Return each line of the data below verbatim; pictures are to be left out.

━━━ GIVEN DATA

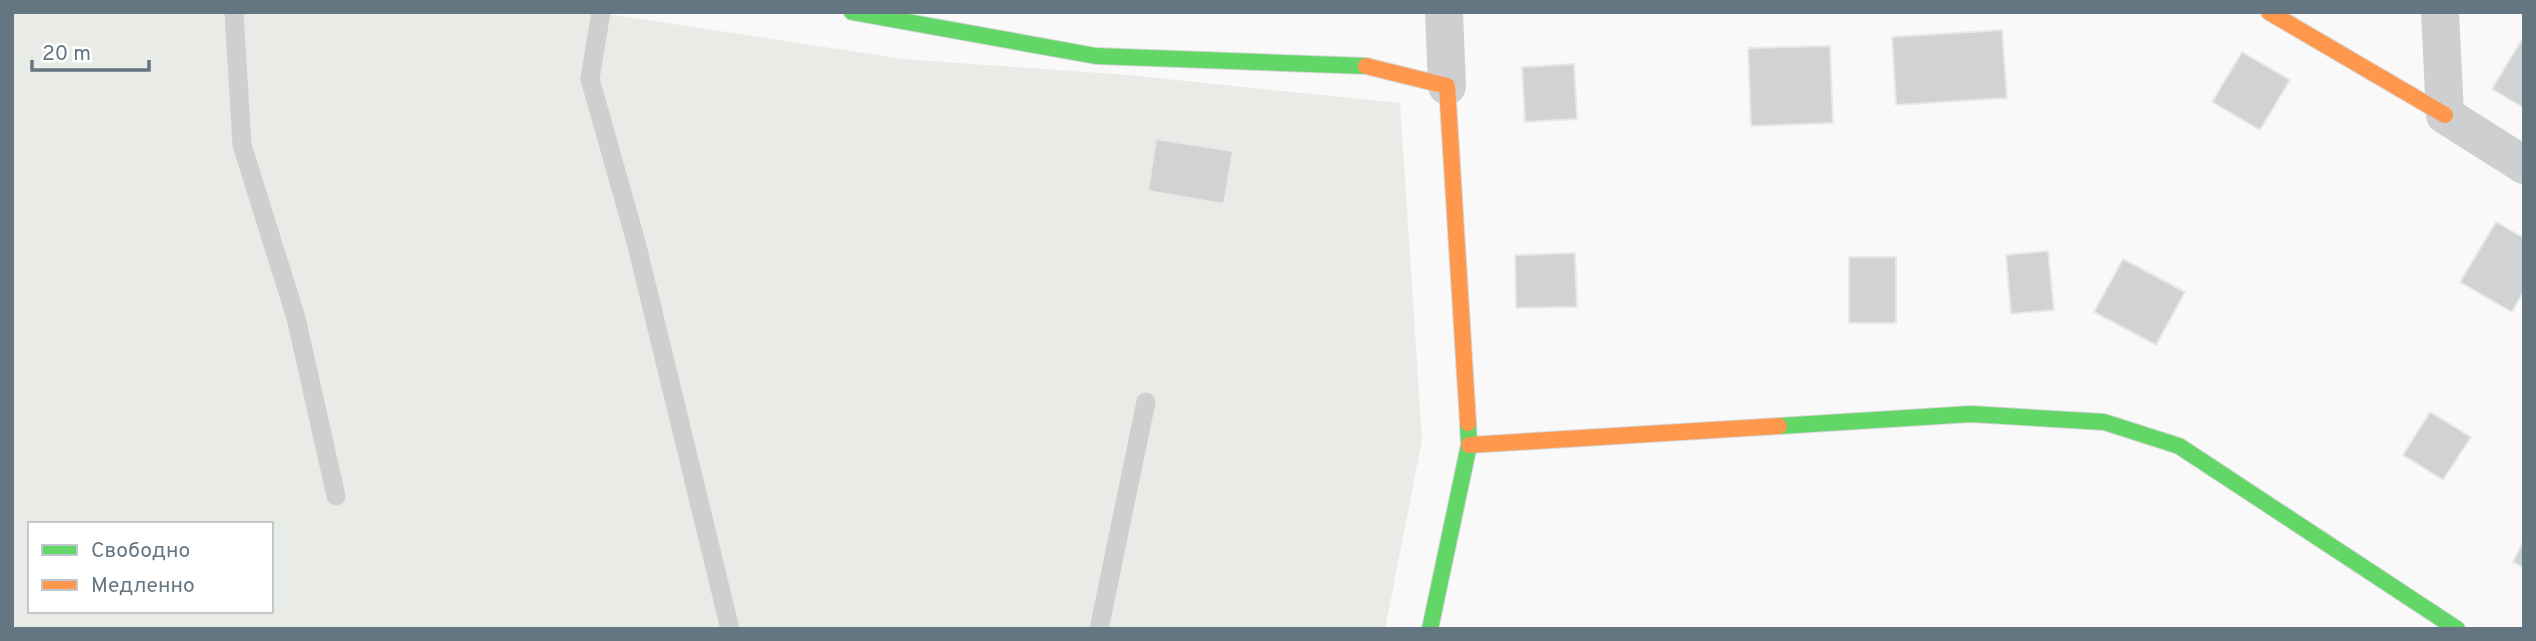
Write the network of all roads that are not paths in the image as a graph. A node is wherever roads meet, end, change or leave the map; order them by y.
1 (234, 12) edge
2 (601, 12) edge
3 (852, 12) edge
4 (1444, 12) edge
5 (2269, 12) edge
6 (2440, 12) edge
7 (1447, 86) junction
8 (2445, 114) junction
9 (2524, 165) edge
10 (1146, 402) dead end
11 (1469, 445) junction
12 (336, 496) dead end
13 (730, 629) edge
14 (1099, 629) edge
15 (1430, 629) edge
16 (2457, 629) edge

1 - 12 lane
2 - 13 lane
3 - 7 street
4 - 7 street
5 - 8 street
6 - 8 street
7 - 11 street
8 - 9 street
10 - 14 lane
11 - 15 street
11 - 16 street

━━━━━━

**ANSWER BELOW**
Write the network of all roads that are not paths in the image as a graph. A node is wherever roads meet, end, change or leave the map; order them by y.
1 (234, 12) edge
2 (601, 12) edge
3 (852, 12) edge
4 (1444, 12) edge
5 (2269, 12) edge
6 (2440, 12) edge
7 (1447, 86) junction
8 (2445, 114) junction
9 (2524, 165) edge
10 (1146, 402) dead end
11 (1469, 445) junction
12 (336, 496) dead end
13 (730, 629) edge
14 (1099, 629) edge
15 (1430, 629) edge
16 (2457, 629) edge

1 - 12 lane
2 - 13 lane
3 - 7 street
4 - 7 street
5 - 8 street
6 - 8 street
7 - 11 street
8 - 9 street
10 - 14 lane
11 - 15 street
11 - 16 street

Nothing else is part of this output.